Although no hearing was granted, John Whalen, Deputy Commissioner of Jurors of Bronx County, was called by the court to testify as to the jury selection procedures. Mr. Whalen testified that the list of names for the prospective juror pool was compiled from three sources: (1) The Board of Elections list of registered voters; (2) The list of persons to whom New York State mailed tax forms; and (3) The Department of Motor Vehicles list of licensed motor vehicle operators and motor vehicle registrants. After the lists are checked for duplicates, names of prospective jurors are randomly selected. These persons are mailed subpoenas to which they are required to respond in person. When a prospective juror responds to a subpoena, he or she is initially interviewed to determine if he or she is statuorily exempt or disqualified from jury service.
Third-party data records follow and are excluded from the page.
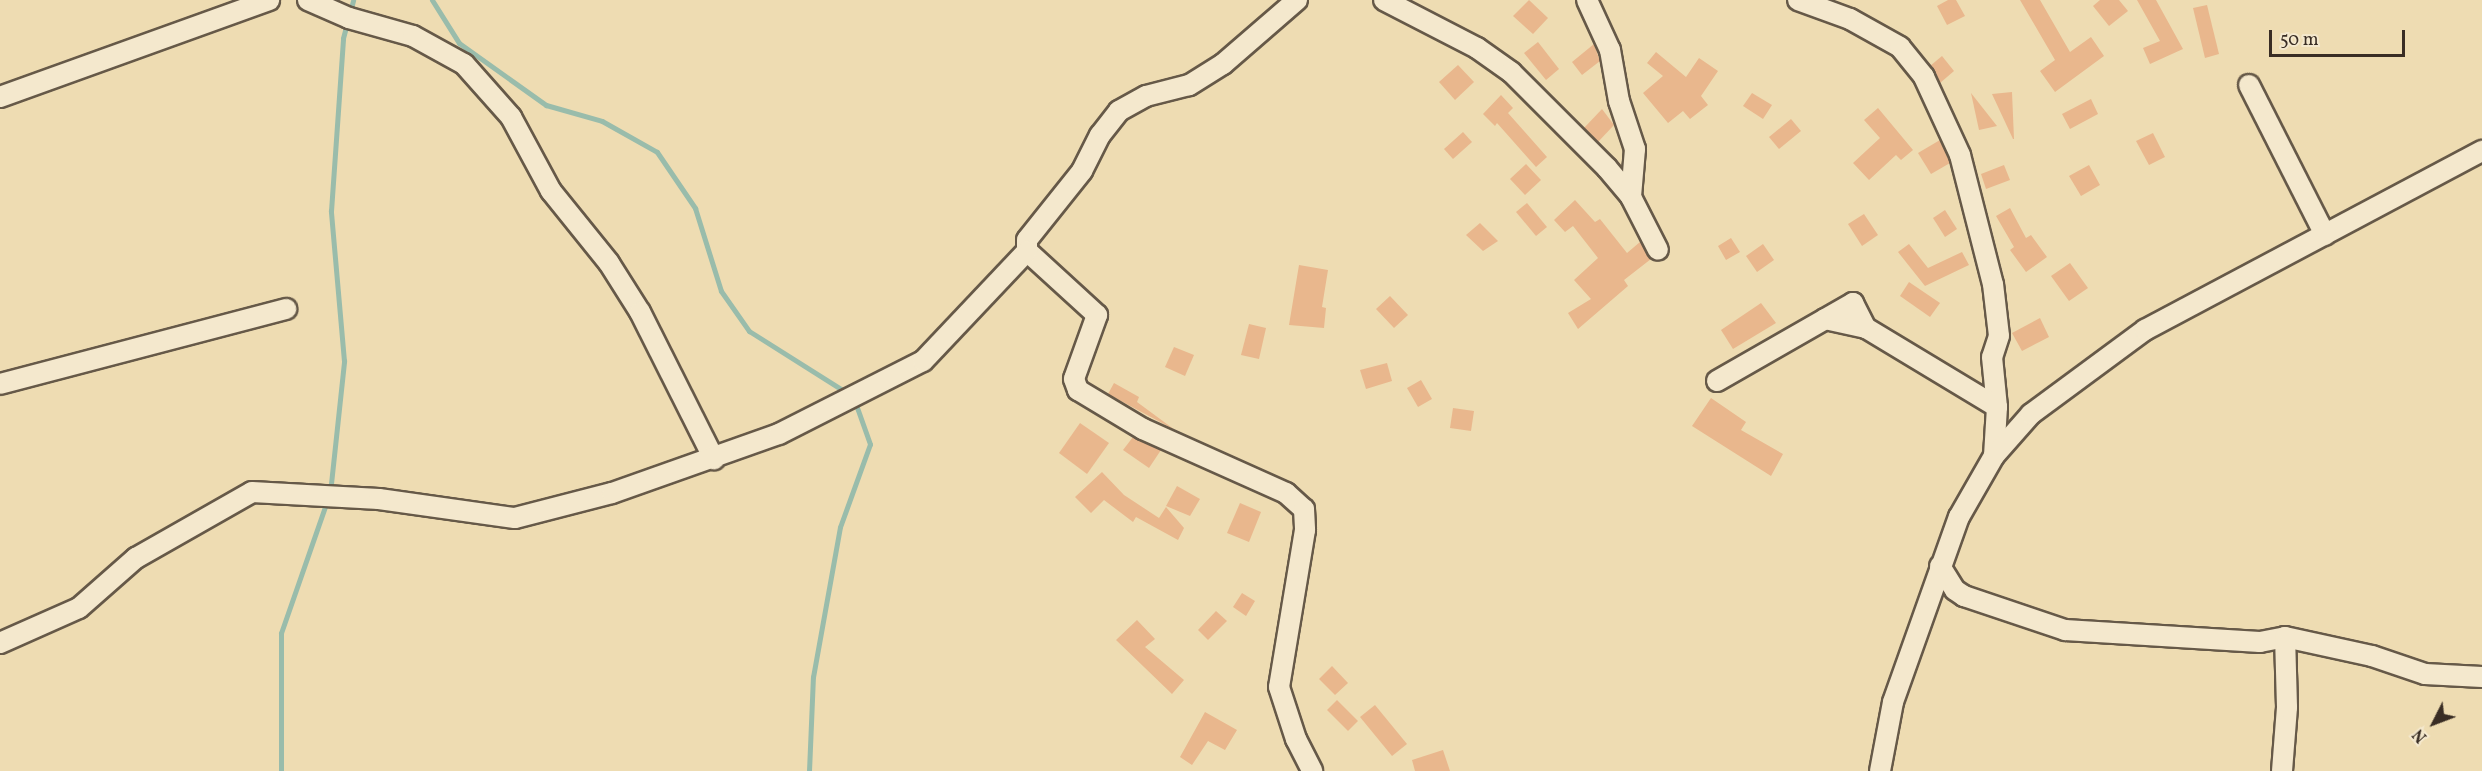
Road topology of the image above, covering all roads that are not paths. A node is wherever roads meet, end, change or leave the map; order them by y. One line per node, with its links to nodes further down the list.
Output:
1 (269, 0): 8 (street)
2 (308, 0): 19 (street)
3 (1297, 0): 13 (street)
4 (1384, 0): 10 (street)
5 (1587, 0): 10 (street)
6 (1798, 0): 17 (street)
7 (2249, 85): 11 (street)
8 (0, 97)
9 (2482, 152): 11 (street)
10 (1631, 197): 12 (street)
11 (2325, 235): 18 (street)
12 (1658, 250)
13 (1027, 252): 19 (street); 24 (street)
14 (286, 309): 16 (street)
15 (1717, 381): 17 (street)
16 (0, 384)
17 (1997, 407): 18 (street)
18 (1994, 456): 20 (street)
19 (714, 459): 22 (street)
20 (1940, 566): 21 (street); 25 (street)
21 (2285, 637): 23 (street); 26 (street)
22 (0, 643)
23 (2482, 677)
24 (1312, 771)
25 (1880, 771)
26 (2282, 771)

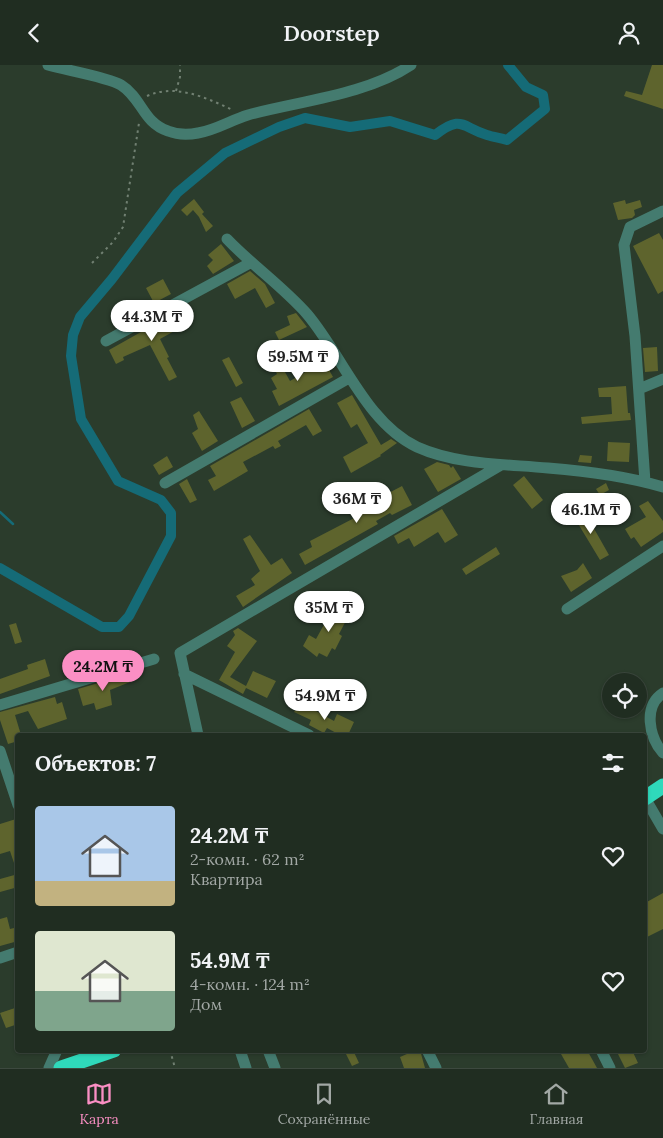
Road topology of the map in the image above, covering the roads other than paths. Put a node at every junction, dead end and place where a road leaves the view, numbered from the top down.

The subpoena form lists the exemptions and disqualifications, which do not include the receipt of any type of public assistance. If the person is qualified, he or she is then required to complete a questionnaire which contains no questions concerning the receipt of public assistance. More prospective jurors are disqualified on the basis of the questionnaires and the remainder are subject to call for jury service.
Mr. Whalen further testified that he ordinarily had no knowledge of whether any prospective jurors received public assistance because the question was not asked on any form or in any interview of prospective jurors. However, because of certain extraordinary circumstances, Mr. Whalen was personally aware that an individual, receiving public assistance, had served on a jury the previous week. Mr. Whalen discovered that the person was receiving public assistance when he asked the person to explain why he had deferred jury service four times. When the prospective juror responded that he could not afford the carfare because he was on welfare, Mr. Whalen made arrangements for the person to receive carfare payments in advance, and the person was selected for and served on a jury.
Defendant has also failed to allege sufficient facts to warrant a hearing on what is construed to be an equal protection challenge to the jury panel. Consequently, no hearing is required.
Accordingly, for the reasons stated above, defendant's motion is denied in all respects.